Mines and Minerals — Minor minerals: New procedure of grant of mining leases only by e-tendering in State of U.P. as per Government of U.P. Order dt. 31-5-2012 confirmed by High Court in Nar Narain Mishra, 2013 SCC OnLine All 13919, hence, impugned order of High Court quashing mining lease of appellants granted in violation of said new policy, affirmed. [Sulekhan Singh & Co. v. State of U.P., (2016) 4 SCC 663]

Narcotic Drugs and Psychotropic Substances Act, 1985 — S. 18 — Recovery of 1 kg of opium: As the search of appellant was conducted in presence of and under the instructions of a gazetted officer, it was not SI alone who was involved in the investigation, hence, there was no reason to differ from the view taken by High Court that appellant was guilty under S. 18 for being in possession of 1 kg of opium. [Surender v. State of Haryana, (2016) 4 SCC 617]

Penal Code, 1860 — S. 193 — Perjury: Merely because an expert has tendered an opinion while also furnishing the basis of the opinion and that too without being conclusive and definite, it cannot be said that he has committed perjury so as to help somebody. And, mere rejection of the expert evidence by itself may not also warrant initiation of proceedings under Section 340 CrPC. [Prem Sagar Manocha v. State (NCT of Delhi), (2016) 4 SCC 571]

Penal Code, 1860 — S. 302 — Murder of wife by strangulation: Conviction for murder of wife by strangulation, restored, on the basis of circumstantial evidence, as motive, and strangulation by medical evidence, established.  [State of A.P. v. Patchimala Vigneswarudu, (2016) 4 SCC 611]
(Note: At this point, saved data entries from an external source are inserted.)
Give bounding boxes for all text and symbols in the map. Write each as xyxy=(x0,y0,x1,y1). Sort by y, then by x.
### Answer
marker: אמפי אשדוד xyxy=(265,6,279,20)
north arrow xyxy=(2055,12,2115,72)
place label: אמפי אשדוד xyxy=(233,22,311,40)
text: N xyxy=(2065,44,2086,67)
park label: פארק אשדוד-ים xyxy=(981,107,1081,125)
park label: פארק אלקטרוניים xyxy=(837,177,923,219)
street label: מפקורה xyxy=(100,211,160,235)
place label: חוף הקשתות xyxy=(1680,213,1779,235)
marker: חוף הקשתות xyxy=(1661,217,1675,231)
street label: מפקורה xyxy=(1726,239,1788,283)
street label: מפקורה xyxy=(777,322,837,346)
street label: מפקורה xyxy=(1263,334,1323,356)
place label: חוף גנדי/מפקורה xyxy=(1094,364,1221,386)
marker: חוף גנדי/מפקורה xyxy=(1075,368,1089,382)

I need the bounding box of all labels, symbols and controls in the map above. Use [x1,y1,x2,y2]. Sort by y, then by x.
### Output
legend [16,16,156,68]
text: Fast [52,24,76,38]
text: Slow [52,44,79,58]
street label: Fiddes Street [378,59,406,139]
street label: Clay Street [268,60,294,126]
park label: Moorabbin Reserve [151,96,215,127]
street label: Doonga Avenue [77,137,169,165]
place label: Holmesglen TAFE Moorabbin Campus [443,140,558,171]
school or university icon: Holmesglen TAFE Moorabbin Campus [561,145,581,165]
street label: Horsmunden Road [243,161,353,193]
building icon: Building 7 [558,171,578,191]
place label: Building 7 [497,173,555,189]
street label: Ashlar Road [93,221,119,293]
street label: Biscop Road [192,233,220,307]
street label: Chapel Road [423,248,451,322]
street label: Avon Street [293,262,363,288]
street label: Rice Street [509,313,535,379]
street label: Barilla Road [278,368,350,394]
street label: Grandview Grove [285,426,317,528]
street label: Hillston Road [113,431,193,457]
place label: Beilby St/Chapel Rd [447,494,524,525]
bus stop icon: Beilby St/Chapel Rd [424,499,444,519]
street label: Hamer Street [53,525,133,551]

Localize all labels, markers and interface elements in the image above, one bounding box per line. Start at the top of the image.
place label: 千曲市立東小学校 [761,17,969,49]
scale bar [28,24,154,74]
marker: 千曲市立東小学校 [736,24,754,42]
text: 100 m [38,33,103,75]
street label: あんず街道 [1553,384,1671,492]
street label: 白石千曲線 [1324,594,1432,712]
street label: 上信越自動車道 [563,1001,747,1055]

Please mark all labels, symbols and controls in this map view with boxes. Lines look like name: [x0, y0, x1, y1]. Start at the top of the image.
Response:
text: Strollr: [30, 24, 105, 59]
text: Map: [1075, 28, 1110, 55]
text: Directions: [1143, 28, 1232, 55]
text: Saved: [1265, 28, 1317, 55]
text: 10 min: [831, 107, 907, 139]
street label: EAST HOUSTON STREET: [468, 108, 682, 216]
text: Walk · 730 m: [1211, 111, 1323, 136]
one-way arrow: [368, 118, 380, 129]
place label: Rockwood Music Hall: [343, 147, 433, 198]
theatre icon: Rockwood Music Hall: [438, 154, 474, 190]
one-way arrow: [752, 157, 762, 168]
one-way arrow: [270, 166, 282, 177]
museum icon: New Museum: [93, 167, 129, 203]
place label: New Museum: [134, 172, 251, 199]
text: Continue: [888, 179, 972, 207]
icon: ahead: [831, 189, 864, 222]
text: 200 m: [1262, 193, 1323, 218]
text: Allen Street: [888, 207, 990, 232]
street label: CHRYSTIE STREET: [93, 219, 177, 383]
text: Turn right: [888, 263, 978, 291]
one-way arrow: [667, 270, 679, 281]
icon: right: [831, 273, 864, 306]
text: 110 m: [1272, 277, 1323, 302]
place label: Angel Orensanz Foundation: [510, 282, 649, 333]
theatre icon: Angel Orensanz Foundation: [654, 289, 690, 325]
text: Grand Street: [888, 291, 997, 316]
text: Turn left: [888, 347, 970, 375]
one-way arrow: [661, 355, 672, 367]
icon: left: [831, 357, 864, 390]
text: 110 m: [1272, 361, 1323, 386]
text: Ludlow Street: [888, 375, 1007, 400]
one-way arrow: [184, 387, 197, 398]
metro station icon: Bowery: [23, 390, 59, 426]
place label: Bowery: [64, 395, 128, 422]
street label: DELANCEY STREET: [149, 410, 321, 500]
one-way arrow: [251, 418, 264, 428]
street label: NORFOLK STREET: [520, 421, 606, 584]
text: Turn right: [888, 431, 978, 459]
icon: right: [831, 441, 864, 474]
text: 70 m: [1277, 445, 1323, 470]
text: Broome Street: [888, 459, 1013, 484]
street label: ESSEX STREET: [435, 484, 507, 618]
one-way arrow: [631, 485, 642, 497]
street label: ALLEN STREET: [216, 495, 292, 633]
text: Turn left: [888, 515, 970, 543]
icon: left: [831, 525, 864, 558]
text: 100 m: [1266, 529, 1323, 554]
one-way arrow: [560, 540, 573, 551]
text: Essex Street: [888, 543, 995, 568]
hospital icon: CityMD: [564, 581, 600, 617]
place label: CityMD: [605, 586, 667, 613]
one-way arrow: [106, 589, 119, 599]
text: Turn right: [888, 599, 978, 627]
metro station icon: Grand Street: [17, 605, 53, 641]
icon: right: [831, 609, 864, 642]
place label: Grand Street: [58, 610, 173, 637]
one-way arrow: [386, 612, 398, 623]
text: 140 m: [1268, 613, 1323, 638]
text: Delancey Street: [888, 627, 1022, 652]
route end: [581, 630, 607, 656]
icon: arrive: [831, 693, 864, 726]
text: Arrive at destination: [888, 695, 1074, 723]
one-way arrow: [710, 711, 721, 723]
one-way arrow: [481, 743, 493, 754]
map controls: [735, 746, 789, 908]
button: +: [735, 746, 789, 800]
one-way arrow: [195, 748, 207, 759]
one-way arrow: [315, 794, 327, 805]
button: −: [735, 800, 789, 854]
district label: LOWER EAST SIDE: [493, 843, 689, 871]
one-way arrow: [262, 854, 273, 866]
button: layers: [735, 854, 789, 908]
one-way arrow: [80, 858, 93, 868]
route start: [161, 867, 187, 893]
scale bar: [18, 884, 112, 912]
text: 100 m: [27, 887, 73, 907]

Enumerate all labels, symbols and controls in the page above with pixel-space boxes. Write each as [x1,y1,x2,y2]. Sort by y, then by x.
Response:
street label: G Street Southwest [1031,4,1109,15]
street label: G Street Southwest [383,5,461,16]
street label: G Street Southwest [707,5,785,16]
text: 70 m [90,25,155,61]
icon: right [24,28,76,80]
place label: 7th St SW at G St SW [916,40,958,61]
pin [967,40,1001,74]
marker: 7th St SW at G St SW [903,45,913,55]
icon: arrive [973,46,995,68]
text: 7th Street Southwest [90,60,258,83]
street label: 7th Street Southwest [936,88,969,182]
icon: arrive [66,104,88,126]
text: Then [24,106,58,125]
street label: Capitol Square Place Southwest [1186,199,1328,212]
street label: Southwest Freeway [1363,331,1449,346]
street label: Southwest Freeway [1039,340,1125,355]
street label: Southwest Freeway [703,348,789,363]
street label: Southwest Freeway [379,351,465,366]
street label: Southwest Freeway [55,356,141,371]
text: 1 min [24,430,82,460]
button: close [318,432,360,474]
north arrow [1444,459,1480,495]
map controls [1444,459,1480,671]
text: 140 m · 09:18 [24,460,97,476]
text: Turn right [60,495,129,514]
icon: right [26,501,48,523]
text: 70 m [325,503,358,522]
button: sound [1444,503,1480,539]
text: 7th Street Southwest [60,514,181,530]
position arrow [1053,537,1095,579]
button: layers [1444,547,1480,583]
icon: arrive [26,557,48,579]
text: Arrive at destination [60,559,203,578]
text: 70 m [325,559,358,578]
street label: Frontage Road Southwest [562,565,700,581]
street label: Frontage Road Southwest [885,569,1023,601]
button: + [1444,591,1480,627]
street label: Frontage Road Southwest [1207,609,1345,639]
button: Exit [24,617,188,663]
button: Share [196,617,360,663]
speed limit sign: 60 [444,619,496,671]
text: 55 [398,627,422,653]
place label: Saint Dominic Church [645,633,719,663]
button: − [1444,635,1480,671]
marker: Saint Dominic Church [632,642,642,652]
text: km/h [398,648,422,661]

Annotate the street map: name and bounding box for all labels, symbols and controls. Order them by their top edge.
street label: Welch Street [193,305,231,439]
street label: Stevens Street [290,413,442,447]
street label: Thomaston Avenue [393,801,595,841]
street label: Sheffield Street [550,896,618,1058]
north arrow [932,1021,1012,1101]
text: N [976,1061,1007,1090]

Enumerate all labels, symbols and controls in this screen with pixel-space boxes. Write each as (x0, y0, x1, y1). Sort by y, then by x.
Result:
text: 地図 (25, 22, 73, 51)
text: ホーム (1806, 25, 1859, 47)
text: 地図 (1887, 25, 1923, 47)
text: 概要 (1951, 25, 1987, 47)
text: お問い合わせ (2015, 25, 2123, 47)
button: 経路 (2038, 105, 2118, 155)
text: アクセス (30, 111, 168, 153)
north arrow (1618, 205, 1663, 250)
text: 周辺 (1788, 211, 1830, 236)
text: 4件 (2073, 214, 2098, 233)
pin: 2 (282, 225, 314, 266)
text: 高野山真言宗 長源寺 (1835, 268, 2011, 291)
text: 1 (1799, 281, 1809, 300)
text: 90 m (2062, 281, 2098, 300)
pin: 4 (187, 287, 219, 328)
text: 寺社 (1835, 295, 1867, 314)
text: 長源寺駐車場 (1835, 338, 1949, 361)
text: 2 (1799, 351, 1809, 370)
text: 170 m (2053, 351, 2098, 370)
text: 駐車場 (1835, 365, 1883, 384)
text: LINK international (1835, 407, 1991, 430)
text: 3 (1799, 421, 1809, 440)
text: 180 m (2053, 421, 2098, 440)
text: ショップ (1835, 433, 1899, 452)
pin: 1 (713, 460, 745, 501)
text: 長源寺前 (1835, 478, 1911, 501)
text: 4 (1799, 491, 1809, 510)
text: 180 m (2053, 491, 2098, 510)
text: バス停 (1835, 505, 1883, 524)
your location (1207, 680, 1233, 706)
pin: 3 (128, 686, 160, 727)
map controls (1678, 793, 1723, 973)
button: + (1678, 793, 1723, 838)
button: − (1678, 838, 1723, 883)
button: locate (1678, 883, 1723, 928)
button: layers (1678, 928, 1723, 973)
Penal Code, 1860 — Ss. 120-B and 302/149 and Ss. 143, 147, 148, 341 and 109: Proof of conspiracy is strictly conditional upon there being reasonable grounds to believe that two or more persons had conspired together to commit an offence. There was no cogent or positive evidence to prove conspiracy to murder in present case and no evidence was produced to link recovery of mobile phone to any accused. Besides, not identifying actual number of assailants was a major lacuna hitting root of prosecution case and material alterations were discernible in testimonies of all witnesses. Hence, acquittal confirmed. [B. Virupakshaiah v. State of Karnataka, (2016) 4 SCC 595]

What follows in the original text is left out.